04 giugno 2019

DANILO PETRUCCI E LA CLASSE OPERAIA AL POTERE AL MUGELLO

Il Gran Premio d'Italia ci restituisce la storia di un pilota umile e riservato, ma a cui oggi va dato il meritato spazio.


Il Gran Premio del Mugello, definito "la Woodstock della MotoGP", nel profondo giallo di Valentino Rossi, autore di uno dei weekend peggiori della sua carriera, ha dato visibilità e gloria ad un uomo vissuto sempre nell'ombra, Danilo Petrucci.

Nato nella normalissima Terni, una località non di motociclisti, nell'ottobre del '90, non ha avuto il classico percorso di crescita che vede i giovani piloti fare la trafila dalla Moto3 (ex 125) alla classe regina. Da bambino infatti aveva scelto lo sterrato: salito a 8 anni sopra una moto da minitrial, è diventato subito campione italiano di Minicross.

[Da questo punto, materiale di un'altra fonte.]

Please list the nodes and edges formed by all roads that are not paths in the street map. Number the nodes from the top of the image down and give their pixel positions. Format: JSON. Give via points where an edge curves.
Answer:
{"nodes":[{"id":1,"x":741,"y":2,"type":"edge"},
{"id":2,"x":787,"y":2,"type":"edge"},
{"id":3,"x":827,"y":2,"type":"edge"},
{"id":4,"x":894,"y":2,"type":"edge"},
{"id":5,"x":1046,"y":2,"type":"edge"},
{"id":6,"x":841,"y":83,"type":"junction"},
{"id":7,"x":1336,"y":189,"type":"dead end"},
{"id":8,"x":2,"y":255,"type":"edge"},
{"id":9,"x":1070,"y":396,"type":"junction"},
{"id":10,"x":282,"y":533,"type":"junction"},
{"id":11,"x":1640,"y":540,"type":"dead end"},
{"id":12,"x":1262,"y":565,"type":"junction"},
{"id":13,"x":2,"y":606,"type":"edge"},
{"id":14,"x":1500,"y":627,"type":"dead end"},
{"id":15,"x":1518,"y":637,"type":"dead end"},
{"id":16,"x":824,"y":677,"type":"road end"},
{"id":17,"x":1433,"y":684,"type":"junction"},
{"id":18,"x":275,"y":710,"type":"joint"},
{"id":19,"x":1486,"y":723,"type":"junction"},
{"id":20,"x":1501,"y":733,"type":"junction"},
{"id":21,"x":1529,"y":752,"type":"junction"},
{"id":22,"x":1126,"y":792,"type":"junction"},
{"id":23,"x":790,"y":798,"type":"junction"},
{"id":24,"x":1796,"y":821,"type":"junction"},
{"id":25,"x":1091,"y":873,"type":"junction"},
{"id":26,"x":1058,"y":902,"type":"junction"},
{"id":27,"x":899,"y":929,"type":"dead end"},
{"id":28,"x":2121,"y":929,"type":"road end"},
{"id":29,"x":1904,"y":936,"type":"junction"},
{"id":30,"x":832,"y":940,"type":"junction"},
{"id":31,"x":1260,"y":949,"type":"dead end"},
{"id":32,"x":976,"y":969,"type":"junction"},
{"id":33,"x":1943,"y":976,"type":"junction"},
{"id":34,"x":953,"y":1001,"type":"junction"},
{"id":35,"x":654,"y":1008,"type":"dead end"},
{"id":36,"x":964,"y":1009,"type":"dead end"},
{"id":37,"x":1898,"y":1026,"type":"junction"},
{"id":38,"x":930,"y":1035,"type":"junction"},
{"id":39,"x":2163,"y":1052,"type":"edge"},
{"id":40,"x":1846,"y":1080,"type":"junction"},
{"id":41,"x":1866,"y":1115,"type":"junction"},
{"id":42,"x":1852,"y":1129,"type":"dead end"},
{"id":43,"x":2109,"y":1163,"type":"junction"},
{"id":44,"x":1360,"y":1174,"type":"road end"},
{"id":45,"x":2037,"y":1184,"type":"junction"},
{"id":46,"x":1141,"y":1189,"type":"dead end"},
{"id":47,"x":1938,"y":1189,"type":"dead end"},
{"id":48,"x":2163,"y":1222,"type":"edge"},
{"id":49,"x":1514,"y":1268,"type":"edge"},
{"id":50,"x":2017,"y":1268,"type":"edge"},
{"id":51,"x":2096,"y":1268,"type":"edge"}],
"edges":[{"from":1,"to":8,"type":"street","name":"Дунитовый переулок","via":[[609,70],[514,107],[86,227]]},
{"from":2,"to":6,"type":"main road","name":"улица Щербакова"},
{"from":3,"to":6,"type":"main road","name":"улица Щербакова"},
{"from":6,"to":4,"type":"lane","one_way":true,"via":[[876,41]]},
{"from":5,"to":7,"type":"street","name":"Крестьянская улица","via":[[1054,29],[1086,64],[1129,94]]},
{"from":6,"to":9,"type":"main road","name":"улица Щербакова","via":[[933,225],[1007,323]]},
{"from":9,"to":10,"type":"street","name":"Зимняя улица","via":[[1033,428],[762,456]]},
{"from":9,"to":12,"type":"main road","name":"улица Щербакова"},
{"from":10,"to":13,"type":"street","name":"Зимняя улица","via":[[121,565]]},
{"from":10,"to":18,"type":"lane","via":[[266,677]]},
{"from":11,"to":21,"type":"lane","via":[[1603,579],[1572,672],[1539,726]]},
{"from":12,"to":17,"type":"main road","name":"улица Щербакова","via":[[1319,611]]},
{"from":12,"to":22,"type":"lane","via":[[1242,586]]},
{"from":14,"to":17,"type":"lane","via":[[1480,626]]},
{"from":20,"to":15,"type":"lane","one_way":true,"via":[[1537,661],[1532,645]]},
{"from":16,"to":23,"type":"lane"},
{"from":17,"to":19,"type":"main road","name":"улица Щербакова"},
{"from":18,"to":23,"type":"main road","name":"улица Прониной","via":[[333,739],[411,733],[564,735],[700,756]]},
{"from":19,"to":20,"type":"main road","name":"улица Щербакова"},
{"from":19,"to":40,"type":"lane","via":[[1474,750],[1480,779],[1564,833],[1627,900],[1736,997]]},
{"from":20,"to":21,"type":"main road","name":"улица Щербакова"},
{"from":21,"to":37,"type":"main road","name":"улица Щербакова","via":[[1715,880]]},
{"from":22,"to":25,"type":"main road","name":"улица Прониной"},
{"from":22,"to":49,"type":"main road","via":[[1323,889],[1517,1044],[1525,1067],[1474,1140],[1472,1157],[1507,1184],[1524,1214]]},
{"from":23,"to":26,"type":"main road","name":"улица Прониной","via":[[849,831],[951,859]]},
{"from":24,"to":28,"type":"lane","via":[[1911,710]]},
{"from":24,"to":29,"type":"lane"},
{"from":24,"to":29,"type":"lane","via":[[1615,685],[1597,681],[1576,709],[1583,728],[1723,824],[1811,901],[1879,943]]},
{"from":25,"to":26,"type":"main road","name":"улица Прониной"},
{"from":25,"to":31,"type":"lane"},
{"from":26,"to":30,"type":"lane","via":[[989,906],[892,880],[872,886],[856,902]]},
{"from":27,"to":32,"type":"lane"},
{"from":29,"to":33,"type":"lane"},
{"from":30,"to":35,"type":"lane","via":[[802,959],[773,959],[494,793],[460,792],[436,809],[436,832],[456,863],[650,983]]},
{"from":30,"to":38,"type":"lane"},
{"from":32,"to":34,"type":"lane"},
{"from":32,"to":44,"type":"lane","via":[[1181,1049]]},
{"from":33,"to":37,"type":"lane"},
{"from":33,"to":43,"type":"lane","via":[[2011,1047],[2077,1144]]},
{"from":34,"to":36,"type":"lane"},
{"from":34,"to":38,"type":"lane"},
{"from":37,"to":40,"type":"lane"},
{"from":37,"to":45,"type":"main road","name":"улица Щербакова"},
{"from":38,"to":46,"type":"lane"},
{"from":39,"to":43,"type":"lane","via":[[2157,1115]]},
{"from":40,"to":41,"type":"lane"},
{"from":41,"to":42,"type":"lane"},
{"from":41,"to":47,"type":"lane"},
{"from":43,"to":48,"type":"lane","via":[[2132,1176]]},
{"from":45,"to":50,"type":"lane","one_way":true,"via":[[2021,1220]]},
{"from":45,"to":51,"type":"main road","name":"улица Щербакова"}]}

Solo a 16 anni ha cominciato ad andare su pista, tra l'altro gareggiando su moto derivate di serie, in categorie con molto meno appeal della Moto3 e della Moto2: Campionato Europeo Superstock 600 su Yamaha, Campionato Europeo Junior Stock 1000, Campionato Italiano Superbike con Kawasaki e titolo italiano under-25, e infine Campionato Italiano Superstock 1000 sulla Ducati 1098R. Una gavetta ancora più complicata per un ragazzo bravo sì, ma che non è mai stato definito come "fenomeno".
 Un riccioluto Danilo Petrucci
all'esordio con la Ioda Racing

Poi l'ingresso in MotoGP, nel 2012 all'età di 22 anni, con un capello riccio quasi da hippy e con una Ioda Racing non competitiva. Anni di sacrificio con moto clienti a "sgobbare" in fondo alla classifica. Dal 2015 l'approdo in Ducati Pramac, e le cose cominciano lentamente a migliorare, fino alla prima grande affermazione: in una tetra giornata di fine agosto, nel Gran Premio di Silverstone, sotto la pioggia, uno straordinario secondo posto davanti alla Ducati ufficiale di Dovizioso e dietro a Valentino Rossi, anche lui contentissimo di vedere Petrux per la prima volta sul podio.

Da quel momento, l'umile lavoratore è stato derubricato come "uomo da bagnato", continuando però a migliorare costantemente il proprio rendimento con la Ducati clienti. Dopo quattro podi nel 2017 e due ottavi posti di fila nel Mondiale, a fine 2018 la grande opportunità della Ducati ufficiale, nel posto lasciato libero da un Jorge Lorenzo verso la Honda HRC, ma con i dubbi della stampa per un sedile non meritato ed il solo anno di contratto concesso da Borgo Panigale.

Con questo "contratto a tempo determinato" e l'ombra di un Bautista dominante in Superbike, le prime tre gare dell'anno con tre sesti posti di fila hanno messo sotto pressione Petrux, con l'incubo di rimanere senza moto l'anno prossimo. Già però il podio di due settimane fa a Le Mans sull'asciutto è stato un segnale, "frutto del lavoro fatto ogni giorno con il Dovi", afferma Petrucci, che ha instaurato con il compagno di box una vera amicizia, cosa non scontata nel mondo del motorsport.

Il momento clou della gara, con Petrucci all'interno di Dovizioso e Marquez
(© Motogp.com)
Il resto è storia recente, è la storia del Mugello. E si è visto fin dal venerdì che questa volta poteva essere quella buona: nonostante la terza posizione non si sentiva al massimo per un problema influenzale. Ma sabato, con la prima fila, e la strepitosa gara di ieri, il sogno è diventato realtà. Petrucci, a cui era spesso mancato il "killer instint" per poter trasformare un podio in una vittoria, firma il capolavoro alla San Donato dell'ultimo giro, buttandosi all'interno di Dovizioso e Marquez che avevano leggermente allargato la staccata.

Dopo 124 Gran Premi di precariato, il trionfo. Per un ragazzo di un'umiltà e di una simpatia uniche (che a tratti ricordano quelle di Marco Simoncelli) un tripudio nella gara di casa: la Woodstock della MotoGP ha premiato il pilota più hippy, Danilo Petrucci da Terni.